History Department to Redesign Curriculum
In the second week of March, you might notice that all of the history teachers will vanish from the Lakeside campus for the better part of the week. No, they won’t be going on a time machine journey to uncover the truth about the lost colony of Roanoke, but they will be on an off-campus retreat. For four days extending into the weekend, these teachers will meet to set the history curriculum on a new path for the years to come.
The current push to redesign the curriculum began during the 2020-2021 school year, although the idea of a complete redesign had been considered in years prior. In addition, the existing curriculum has been revised constantly throughout the past few years. According to Department Head Mr. Nau, many of the goals for revamping the curriculum came from community activism. “There are a lot of needs and asks from the community that have, if not emerged in recent years, certainly grown in recent years,” he says, particularly during and after the summer of 2020. In the Fall of 2020, a group of alumni wrote a letter to the school detailing changes they believe the school should make in terms of diversity, equity, and inclusion. On the topic of the curriculum, they wrote, “Students at Lakeside should learn that an intersectional approach is the only way to truly understand and address injustices that are themselves inherently intersectional.” They then suggested numerous changes to the current curriculum in all subjects. The history curriculum redesign will take into account some of the letter’s recommendations, as well as address ongoing student concerns about workload. In addition, Mr. Nau says that there are many “artifacts” in the curriculum that predate anyone currently teaching in the history department. There might be “a project that someone made 10 years ago that we’ve tweaked a lot, but it’s still the same project.” He says that the decision to completely redesign the curriculum came from the realization that the impetus for change is at a point where the department “can’t just make tweaks and adjustments,” they need to have a large-scale overhaul.
After the four-day retreat, teachers will not yet have full plans for the lessons and projects of each new course, but they will leave with “marching orders” for future work and some core concepts they want to build into each class. They will discuss how to include anti-racism as a core component of each course and how to include greater representation of other identity groups throughout history. “When it comes to race and anti-racism, it’s never going to be enough to just add things on,” says Mr. Nau. “It needs to be incorporated into everything that’s happening, all the time, from the very beginning.” In response to a review of the history curriculum by external history professors (during the 2018-2019 school year) that concluded that Lakeside needs to make “civic competence/engagement more active and visible throughout the curriculum,” the new classes will include discussions of current events and engagement in the political system. Another topic of the retreat is a reevaluation of the project-based learning model introduced in 2014, to determine if the model is achieving what it was intended to achieve.

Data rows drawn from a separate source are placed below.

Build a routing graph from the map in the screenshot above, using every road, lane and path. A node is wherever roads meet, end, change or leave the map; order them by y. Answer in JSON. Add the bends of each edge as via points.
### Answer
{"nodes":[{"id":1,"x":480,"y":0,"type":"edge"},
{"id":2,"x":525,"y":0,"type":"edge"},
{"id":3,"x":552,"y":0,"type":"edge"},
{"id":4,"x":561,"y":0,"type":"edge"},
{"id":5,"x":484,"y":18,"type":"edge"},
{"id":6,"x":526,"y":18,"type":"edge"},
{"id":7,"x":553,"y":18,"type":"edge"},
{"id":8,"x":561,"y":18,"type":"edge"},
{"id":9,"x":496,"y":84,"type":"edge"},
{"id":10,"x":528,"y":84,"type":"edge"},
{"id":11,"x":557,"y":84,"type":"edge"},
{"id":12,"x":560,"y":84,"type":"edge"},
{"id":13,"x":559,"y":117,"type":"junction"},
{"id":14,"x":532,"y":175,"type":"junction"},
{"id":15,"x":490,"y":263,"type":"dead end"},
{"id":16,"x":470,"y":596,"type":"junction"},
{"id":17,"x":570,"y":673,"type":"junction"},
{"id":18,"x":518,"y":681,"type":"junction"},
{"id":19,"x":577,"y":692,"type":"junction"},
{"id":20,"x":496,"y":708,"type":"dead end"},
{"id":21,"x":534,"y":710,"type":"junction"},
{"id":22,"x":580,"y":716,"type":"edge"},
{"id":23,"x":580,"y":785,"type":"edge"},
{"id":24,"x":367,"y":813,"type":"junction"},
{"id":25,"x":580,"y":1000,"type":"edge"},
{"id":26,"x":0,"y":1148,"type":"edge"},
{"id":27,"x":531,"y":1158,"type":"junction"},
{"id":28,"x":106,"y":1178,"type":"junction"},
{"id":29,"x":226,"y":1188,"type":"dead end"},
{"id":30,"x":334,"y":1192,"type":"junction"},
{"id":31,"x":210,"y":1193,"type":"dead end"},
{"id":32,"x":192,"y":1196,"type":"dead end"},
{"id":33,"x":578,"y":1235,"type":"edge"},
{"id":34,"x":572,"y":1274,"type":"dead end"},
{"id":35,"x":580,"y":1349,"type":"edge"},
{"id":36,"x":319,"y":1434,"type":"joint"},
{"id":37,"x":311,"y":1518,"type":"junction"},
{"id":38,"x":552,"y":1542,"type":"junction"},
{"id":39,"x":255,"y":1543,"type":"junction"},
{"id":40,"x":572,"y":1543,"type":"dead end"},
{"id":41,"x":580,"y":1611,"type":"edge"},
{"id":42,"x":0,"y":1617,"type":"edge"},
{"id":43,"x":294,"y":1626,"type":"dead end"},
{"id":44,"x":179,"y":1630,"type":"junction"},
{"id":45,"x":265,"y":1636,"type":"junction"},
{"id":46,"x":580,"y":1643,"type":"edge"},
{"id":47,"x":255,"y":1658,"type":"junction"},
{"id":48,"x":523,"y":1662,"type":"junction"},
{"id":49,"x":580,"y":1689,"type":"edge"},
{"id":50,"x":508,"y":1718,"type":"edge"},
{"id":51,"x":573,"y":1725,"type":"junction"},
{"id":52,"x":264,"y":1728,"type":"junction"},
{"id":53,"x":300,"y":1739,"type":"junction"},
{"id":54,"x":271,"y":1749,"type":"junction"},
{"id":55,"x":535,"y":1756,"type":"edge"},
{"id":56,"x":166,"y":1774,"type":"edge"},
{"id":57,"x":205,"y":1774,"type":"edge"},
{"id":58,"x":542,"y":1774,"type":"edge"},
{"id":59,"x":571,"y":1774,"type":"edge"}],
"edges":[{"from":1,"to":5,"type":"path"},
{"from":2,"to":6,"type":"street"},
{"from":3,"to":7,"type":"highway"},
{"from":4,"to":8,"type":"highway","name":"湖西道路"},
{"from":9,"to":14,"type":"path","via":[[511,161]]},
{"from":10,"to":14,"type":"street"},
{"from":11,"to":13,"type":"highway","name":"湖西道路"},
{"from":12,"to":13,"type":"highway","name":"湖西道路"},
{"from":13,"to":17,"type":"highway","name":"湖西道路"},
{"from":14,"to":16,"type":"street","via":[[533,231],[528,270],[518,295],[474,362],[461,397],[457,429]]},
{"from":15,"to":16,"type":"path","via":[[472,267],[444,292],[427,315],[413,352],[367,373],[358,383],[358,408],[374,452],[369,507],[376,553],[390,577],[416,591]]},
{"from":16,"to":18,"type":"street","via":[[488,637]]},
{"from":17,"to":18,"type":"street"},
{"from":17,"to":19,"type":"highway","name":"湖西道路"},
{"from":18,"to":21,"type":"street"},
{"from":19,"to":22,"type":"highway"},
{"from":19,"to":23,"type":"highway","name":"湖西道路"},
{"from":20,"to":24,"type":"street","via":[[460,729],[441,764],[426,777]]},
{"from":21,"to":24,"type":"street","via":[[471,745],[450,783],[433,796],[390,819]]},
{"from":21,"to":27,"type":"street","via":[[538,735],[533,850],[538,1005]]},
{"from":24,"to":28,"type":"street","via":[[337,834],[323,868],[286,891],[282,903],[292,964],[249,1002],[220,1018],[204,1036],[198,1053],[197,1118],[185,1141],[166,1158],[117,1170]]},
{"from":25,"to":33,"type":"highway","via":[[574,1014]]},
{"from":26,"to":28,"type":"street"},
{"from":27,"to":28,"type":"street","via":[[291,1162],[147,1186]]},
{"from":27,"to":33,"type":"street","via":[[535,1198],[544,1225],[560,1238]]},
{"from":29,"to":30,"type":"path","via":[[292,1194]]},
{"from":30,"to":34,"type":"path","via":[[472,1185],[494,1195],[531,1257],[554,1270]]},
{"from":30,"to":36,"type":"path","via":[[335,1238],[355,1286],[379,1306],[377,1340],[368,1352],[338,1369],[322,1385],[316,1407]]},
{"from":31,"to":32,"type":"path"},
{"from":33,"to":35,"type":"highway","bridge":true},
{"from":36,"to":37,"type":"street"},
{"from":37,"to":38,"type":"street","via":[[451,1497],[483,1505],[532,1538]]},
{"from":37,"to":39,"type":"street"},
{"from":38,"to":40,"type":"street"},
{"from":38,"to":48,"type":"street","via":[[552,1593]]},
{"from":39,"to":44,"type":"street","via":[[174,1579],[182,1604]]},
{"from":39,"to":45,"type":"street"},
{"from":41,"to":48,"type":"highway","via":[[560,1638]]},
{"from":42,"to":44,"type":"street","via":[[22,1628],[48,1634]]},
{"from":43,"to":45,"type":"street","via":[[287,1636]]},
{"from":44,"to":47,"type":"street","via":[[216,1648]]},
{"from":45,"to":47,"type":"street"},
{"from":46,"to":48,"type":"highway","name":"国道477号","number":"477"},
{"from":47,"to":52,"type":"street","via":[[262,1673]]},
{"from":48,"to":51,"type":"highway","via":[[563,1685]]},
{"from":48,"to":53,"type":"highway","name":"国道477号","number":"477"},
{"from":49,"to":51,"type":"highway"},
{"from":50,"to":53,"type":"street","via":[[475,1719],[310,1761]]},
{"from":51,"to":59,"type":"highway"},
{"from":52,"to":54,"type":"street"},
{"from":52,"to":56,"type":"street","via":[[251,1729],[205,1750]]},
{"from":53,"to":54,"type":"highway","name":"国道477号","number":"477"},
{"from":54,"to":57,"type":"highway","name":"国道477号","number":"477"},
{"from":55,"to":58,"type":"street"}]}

In the Tatler Poll, many students expressed a desire to include more uplifting histories and positive representations of minority or marginalized groups—“We need more positive Black history,” one student said. “Black history is so, so much more than just slavery.” Speaking about the new Activism and Resistance course, Mr. Nau says, “The orientation of that class is in response to that feedback. It’s feedback that we’ve heard before, and it’s apt.” As a teacher of Genocide in the Modern World, he believes in the importance of recognizing the disheartening history of the past: “It’s an act of resistance to confront it, to face it, to acknowledge it.” At the same time, if students only see their identity represented in stories of oppression, the curriculum is problematic, he says. In that way, a core challenge in designing the new curriculum is ensuring that every student sees success stories that they can identify with without brushing over any stories that are important to bear witness to.
While the retreat only includes Upper School history faculty, the decisions they make coming out of the retreat will incorporate input from students and the administration. The administration has been and will continue to be involved as the project requires administrative approval, and the history department is also working on a survey to collect student feedback about the current curriculum and the direction in which students believe it should go. Parent feedback is not being solicited directly. The department will also consider community input such as the 2020 letter. In the Tatler Poll, several students expressed a desire to have the voices of minority/marginalized groups strongly represented in the curriculum design process; one suggested talking to affinity and alliance groups.
The design of the new courses is still being set in motion, and they will take multiple years to be fully developed. The decisions about which courses will be redesigned first and when the new courses will be implemented will be made in the near term, possibly by the end of this school year. It’s unlikely, though, that all of the new courses will be introduced at the same time. Though it will take time, it’s necessary work. “So much of our curriculum was built for a different student population than the one we have,” Mr. Nau says. “With our changing student population, we need to be responsive curricularly.”